Why octave error with function huffmandeco about large index types?

Question

I've got a little MatLab script, which I try to understand. It doesn't do very much. It only reads a text from a file and encode and decode it with the Huffman-functions. But it throws an error while decoding:

"error: out of memory or dimension too large for Octave's index type
error: called from huffmandeco>dict2tree at line 95 column 19"

I don't know why, because I debugged it and don't see a large index type.

I added the part which calculates p from the input text.
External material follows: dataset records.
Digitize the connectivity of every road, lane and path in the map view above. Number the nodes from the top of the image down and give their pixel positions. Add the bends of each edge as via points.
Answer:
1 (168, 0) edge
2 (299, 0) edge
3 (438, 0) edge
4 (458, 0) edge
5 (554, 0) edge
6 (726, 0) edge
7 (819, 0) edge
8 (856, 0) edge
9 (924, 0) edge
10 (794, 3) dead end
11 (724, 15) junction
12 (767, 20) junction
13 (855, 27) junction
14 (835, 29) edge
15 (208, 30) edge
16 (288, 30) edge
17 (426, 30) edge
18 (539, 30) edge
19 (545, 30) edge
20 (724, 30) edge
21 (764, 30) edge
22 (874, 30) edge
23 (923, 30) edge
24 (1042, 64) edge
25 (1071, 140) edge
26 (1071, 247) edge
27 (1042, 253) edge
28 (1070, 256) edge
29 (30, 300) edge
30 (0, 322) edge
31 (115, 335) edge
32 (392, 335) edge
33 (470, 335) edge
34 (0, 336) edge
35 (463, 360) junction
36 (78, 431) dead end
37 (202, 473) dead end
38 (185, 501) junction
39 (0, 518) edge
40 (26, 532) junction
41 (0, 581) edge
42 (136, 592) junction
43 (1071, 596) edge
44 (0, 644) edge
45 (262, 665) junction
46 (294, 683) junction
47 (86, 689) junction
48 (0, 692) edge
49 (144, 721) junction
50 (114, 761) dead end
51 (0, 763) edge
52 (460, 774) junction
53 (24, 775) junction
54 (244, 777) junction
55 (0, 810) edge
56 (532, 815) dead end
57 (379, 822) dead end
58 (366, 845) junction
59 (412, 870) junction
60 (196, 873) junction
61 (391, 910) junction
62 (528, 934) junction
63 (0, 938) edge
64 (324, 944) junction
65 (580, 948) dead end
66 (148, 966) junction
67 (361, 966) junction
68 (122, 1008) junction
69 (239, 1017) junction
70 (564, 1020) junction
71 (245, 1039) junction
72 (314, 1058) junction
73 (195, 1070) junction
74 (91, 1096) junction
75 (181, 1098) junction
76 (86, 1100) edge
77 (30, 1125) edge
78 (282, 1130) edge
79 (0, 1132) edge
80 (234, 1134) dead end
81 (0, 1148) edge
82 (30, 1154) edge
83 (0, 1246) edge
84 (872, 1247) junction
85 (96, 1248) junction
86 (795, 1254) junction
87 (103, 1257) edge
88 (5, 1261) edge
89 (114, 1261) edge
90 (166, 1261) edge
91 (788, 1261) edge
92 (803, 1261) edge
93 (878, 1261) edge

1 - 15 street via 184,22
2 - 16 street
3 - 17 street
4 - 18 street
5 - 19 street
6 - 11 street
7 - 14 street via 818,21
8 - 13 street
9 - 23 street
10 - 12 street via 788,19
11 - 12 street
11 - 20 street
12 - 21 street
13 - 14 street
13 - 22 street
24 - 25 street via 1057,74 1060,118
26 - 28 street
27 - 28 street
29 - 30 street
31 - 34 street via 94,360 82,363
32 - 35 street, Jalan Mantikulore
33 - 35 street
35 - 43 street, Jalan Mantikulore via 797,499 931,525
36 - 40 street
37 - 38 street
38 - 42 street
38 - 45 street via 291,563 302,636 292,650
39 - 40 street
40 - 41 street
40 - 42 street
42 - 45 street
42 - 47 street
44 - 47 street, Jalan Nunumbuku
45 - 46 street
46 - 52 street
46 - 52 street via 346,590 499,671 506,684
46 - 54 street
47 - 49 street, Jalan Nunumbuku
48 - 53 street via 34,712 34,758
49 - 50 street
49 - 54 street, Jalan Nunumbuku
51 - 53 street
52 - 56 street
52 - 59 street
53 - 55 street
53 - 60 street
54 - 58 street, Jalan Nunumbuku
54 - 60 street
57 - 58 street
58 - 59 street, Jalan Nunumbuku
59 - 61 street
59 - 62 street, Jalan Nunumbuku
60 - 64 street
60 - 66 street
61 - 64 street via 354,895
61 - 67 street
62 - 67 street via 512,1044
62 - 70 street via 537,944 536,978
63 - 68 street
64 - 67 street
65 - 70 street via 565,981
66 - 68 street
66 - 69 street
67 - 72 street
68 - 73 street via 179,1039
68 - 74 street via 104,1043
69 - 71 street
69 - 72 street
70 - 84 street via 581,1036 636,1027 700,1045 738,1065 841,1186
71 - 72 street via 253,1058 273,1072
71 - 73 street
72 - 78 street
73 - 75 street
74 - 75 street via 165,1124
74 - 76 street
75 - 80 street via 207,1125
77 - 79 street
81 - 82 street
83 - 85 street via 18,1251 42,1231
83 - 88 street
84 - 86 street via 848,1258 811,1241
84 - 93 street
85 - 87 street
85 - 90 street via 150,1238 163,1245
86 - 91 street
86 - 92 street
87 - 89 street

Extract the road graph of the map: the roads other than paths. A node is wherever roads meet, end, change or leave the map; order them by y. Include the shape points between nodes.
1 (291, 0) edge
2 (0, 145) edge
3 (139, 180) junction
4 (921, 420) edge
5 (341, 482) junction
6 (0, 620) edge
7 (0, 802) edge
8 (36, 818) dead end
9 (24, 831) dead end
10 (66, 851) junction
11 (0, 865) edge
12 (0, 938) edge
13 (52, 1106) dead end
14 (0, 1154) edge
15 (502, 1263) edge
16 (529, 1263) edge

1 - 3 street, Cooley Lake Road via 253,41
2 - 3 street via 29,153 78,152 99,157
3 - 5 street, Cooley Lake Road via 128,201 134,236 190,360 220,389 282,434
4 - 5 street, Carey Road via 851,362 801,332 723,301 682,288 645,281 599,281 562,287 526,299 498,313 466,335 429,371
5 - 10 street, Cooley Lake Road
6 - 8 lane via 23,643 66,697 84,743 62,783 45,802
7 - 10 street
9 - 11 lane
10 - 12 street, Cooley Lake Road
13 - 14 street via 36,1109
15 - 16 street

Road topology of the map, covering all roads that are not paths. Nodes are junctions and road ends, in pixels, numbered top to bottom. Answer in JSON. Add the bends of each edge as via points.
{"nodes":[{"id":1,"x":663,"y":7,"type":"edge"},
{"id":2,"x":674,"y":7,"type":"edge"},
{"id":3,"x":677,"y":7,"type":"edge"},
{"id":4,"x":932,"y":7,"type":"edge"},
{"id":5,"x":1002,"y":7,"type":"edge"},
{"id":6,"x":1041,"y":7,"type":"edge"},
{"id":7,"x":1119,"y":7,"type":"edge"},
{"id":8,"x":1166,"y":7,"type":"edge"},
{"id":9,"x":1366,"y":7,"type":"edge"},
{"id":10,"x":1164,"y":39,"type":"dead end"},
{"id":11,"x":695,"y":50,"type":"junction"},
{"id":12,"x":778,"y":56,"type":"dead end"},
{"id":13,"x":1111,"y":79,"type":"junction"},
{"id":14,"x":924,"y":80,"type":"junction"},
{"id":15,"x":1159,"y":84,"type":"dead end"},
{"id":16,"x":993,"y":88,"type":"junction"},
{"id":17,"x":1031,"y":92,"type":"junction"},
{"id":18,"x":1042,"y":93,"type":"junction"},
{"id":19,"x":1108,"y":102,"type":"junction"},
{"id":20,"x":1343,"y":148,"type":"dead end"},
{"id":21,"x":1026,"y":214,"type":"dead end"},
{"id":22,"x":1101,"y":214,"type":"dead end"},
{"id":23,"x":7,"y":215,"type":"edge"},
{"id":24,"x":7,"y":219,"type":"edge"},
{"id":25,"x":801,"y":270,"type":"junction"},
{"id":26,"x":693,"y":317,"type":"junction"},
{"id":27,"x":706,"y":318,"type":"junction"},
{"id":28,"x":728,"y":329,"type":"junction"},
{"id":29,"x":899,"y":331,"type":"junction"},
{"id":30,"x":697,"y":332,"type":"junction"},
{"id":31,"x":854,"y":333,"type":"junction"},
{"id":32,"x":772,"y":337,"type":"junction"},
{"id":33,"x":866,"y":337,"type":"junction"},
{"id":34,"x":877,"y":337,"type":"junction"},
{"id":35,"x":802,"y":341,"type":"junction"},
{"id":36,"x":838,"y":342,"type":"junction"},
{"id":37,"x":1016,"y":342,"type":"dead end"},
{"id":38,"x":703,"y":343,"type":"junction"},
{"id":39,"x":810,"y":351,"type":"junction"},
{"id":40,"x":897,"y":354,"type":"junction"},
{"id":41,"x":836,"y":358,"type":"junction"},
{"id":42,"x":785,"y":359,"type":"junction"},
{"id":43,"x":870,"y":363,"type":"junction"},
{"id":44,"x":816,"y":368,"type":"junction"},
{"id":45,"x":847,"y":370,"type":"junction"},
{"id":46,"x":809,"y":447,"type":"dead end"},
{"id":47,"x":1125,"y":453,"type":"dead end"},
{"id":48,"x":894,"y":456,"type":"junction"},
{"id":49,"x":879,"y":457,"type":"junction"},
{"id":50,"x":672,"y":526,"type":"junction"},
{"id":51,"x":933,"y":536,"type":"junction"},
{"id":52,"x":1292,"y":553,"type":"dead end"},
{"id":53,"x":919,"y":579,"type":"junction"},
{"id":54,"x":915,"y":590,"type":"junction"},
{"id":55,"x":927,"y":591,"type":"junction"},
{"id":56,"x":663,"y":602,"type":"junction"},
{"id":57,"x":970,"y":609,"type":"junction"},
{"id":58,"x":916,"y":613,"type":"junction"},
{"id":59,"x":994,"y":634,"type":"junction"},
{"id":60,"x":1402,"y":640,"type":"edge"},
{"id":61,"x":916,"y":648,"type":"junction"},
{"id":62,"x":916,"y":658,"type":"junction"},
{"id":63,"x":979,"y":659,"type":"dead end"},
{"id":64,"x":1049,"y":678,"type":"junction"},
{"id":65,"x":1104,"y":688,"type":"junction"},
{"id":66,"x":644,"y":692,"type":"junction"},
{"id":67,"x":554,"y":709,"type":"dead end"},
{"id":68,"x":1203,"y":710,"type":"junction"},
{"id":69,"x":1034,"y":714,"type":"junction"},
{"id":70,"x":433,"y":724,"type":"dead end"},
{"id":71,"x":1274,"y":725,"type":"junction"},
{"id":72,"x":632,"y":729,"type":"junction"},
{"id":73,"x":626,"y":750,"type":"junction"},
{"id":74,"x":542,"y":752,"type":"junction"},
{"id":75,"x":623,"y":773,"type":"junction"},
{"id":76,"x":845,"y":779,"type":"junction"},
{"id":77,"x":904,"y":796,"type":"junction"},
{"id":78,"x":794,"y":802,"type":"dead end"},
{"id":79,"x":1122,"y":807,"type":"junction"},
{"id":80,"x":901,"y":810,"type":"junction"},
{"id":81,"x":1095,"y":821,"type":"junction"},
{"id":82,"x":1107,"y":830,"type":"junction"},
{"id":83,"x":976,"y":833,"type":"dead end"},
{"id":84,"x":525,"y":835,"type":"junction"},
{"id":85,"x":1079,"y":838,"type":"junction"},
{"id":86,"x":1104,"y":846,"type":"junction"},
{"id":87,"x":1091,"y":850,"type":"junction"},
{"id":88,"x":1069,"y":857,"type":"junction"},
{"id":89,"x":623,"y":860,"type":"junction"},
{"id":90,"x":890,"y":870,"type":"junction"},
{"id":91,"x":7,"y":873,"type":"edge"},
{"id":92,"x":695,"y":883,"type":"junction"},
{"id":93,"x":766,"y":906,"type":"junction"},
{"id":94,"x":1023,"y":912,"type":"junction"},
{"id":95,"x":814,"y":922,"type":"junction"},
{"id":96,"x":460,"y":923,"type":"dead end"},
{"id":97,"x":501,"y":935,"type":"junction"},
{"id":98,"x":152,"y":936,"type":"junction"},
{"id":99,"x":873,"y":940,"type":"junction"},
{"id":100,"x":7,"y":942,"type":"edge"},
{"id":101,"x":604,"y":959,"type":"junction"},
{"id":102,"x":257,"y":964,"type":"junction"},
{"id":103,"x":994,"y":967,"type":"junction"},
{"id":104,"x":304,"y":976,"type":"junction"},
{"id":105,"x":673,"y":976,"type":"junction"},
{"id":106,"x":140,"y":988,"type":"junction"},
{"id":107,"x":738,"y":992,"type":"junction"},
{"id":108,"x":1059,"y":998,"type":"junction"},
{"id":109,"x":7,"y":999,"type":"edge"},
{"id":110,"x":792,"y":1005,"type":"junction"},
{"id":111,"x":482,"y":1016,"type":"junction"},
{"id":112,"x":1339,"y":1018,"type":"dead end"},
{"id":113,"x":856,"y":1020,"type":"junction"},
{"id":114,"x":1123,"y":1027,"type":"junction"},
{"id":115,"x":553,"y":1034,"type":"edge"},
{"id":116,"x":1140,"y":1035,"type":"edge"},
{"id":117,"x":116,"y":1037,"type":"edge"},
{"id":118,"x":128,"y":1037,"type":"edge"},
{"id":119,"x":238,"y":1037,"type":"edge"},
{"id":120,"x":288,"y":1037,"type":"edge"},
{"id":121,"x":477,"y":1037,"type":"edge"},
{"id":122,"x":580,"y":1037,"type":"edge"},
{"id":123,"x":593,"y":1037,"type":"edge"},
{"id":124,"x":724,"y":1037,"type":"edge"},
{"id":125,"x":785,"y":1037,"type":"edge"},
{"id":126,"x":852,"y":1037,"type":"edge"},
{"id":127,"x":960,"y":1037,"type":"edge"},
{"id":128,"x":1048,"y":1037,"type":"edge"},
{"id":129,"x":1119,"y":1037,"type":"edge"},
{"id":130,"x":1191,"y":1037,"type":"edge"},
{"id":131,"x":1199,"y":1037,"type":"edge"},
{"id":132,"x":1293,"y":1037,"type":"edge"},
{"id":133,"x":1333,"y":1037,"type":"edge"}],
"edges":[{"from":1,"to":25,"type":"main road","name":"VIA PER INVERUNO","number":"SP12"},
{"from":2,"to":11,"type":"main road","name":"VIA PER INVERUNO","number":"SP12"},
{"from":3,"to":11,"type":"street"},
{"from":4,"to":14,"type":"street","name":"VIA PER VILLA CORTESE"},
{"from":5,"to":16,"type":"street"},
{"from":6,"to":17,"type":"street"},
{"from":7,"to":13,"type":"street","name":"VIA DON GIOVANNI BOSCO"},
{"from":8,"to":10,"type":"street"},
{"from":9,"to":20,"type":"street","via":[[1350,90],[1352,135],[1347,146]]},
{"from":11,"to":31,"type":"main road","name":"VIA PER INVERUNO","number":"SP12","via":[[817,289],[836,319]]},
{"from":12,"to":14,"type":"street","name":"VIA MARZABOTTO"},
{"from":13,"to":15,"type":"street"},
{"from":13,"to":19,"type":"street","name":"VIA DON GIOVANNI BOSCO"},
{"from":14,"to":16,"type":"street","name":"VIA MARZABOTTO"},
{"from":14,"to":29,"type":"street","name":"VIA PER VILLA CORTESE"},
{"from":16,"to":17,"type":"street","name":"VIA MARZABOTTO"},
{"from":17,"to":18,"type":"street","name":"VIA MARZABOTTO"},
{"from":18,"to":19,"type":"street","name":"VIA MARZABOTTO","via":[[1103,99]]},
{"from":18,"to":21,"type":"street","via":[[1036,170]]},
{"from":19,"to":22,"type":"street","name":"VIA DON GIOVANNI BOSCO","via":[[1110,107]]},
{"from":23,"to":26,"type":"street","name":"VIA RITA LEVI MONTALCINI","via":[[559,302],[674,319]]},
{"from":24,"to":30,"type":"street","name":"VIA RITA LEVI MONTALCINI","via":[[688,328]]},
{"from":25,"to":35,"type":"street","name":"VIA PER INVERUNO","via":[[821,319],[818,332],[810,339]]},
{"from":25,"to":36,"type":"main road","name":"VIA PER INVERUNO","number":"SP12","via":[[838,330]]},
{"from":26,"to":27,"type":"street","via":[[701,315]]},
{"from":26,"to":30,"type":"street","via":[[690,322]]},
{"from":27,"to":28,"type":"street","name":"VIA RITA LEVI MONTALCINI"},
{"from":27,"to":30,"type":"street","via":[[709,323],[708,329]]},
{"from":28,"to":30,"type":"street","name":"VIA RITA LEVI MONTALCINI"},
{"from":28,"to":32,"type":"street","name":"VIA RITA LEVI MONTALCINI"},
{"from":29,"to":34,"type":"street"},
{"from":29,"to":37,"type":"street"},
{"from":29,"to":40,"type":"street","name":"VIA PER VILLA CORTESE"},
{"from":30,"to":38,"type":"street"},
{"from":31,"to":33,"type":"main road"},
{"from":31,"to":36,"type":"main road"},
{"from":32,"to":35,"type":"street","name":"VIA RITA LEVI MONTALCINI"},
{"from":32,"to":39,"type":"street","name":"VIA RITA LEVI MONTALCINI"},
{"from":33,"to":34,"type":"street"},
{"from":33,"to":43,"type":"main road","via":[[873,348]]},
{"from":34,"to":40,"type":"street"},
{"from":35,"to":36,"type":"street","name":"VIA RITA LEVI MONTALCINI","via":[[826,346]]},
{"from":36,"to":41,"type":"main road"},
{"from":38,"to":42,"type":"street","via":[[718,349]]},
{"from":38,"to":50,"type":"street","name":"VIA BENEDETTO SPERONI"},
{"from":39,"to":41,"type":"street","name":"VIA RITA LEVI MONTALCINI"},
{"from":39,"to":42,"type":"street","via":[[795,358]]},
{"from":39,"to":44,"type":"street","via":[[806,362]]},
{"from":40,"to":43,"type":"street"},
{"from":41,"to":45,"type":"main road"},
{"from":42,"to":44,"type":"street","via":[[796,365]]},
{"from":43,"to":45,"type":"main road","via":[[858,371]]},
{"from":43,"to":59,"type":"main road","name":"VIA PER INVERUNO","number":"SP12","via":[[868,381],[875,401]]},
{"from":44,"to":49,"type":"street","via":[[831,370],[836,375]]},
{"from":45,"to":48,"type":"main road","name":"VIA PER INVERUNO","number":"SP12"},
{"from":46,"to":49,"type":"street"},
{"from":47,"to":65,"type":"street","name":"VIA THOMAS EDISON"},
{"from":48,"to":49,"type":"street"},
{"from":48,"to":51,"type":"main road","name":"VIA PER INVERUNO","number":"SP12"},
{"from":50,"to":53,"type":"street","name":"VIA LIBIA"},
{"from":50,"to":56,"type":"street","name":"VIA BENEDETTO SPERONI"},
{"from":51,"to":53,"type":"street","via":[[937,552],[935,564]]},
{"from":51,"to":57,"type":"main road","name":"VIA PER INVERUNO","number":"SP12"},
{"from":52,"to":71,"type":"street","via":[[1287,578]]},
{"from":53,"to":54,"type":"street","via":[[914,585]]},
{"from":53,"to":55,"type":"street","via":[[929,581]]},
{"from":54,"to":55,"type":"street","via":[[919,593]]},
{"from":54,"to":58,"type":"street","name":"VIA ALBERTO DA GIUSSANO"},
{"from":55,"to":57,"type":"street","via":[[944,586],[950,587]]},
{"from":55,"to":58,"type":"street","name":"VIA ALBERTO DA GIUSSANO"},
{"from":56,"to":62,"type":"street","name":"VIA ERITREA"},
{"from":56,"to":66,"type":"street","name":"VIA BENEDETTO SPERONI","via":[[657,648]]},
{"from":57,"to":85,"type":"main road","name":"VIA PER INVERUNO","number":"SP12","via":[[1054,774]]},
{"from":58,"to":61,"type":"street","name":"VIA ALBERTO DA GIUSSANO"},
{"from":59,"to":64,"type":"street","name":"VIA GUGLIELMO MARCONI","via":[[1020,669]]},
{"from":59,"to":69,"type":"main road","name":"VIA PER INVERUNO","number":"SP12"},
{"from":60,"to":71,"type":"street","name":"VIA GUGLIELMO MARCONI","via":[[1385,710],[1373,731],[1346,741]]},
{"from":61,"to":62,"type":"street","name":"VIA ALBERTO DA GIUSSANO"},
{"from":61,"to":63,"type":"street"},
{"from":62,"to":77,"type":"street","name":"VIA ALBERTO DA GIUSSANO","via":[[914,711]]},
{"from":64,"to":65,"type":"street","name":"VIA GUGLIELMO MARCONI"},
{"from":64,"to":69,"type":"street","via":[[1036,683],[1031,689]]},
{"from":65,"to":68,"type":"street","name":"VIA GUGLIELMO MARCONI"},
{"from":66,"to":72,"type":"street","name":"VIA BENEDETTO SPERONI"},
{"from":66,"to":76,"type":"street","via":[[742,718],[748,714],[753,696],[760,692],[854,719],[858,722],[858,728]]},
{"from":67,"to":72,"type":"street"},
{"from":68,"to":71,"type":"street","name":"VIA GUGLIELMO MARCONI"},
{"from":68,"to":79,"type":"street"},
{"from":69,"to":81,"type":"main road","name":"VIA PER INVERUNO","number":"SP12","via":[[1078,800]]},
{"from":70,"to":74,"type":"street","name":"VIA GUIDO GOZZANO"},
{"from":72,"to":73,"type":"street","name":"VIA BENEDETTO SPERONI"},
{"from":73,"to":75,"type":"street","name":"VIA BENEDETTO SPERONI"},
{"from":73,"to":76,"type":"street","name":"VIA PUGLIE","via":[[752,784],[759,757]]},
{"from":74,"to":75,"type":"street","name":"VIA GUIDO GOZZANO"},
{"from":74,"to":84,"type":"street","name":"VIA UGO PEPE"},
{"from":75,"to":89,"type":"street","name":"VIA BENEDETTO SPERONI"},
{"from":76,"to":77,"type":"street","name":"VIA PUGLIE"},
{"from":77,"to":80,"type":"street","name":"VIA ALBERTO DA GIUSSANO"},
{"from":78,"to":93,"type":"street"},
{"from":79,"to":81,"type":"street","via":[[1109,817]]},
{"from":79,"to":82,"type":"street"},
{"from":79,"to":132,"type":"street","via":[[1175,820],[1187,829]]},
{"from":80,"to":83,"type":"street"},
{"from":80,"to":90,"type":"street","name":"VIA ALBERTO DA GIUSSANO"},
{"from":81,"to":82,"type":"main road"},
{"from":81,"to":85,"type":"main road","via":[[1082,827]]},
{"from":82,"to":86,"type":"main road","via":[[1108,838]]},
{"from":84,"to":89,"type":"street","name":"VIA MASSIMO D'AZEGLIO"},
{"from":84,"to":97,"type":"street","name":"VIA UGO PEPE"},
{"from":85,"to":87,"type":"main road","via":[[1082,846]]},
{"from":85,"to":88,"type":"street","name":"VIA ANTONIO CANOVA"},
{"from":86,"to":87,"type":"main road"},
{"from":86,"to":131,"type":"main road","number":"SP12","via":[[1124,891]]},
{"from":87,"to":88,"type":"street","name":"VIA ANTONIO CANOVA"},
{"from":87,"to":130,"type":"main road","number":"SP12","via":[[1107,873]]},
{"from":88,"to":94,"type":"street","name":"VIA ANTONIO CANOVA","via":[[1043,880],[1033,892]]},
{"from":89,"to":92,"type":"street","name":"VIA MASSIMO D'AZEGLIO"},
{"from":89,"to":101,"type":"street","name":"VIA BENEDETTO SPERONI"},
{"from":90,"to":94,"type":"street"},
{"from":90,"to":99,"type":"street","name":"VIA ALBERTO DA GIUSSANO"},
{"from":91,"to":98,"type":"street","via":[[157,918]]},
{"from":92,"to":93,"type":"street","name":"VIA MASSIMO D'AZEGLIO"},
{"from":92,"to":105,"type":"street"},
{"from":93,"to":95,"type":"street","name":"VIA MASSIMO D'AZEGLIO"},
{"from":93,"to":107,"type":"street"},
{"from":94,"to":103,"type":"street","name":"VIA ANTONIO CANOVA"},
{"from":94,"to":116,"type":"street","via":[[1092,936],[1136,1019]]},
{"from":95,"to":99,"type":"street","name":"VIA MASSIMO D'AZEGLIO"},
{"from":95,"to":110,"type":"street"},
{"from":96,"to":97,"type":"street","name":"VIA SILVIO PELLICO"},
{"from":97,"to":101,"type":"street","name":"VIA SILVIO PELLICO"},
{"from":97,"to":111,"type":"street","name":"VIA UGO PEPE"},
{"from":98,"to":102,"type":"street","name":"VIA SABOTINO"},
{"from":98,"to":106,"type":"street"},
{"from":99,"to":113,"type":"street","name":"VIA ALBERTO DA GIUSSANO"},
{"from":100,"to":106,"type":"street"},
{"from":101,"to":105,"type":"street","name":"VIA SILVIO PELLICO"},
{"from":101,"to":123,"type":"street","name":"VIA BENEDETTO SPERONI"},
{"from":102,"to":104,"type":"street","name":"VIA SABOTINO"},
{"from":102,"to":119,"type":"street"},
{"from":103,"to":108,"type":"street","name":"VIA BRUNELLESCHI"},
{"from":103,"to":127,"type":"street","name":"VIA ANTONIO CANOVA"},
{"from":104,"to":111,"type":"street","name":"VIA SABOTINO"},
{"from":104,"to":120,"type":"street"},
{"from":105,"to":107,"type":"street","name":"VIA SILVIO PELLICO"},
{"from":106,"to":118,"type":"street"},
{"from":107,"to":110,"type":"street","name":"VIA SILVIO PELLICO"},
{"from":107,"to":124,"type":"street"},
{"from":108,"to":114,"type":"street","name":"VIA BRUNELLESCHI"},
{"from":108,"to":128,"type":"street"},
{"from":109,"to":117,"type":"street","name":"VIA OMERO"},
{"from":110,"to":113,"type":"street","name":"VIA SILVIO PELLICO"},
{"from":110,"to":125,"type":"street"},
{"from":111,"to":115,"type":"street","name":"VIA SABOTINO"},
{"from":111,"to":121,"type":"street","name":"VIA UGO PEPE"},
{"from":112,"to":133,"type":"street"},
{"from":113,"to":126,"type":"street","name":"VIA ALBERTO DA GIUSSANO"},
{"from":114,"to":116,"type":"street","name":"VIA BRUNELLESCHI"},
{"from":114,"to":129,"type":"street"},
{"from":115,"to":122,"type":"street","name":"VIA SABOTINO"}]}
%text is a random input text file in ASCII

%calculate the relative frequency of every Symbol
for i=0:127
    nlet=length(find(text==i));
    p(i+1)=nlet/length(text);
end
symb = 0:127;
dict = huffmandict(symb,p); % Create dictionary
compdata = huffmanenco(fdata,dict); % Encode the data
dsig = huffmandeco(compdata,dict); % Decode the Huffman code

I can oly use octave instead of MatLab. I don't know, if there is an unexpected error. I use the Octave Version 6.2.0 on Win10. I tried the version for large data, it didn't change anything.
Maybe anyone knows the error in this context?

EDIT: I debugged the code again. In the function huffmandeco I found the following function:

function tree = dict2tree (dict)

  L = length (dict);
  lengths = zeros (1, L);

  ## the depth of the tree is limited by the maximum word length.
  for i = 1:L
    lengths(i) = length (dict{i});
  endfor
  m = max (lengths);

  tree = zeros (1, 2^(m+1)-1)-1;

  for i = 1:L
    pointer = 1;
    word    = dict{i};
    for bit = word
      pointer = 2 * pointer + bit;
    endfor
    tree(pointer) = i;
  endfor

endfunction

The maximum length m in this case is 82. So the function calculates:
tree = zeros (1, 2^(82+1)-1)-1.
So it's obvious why the error called a too large index type.
But there must be a solution or another error, because the code is tested before.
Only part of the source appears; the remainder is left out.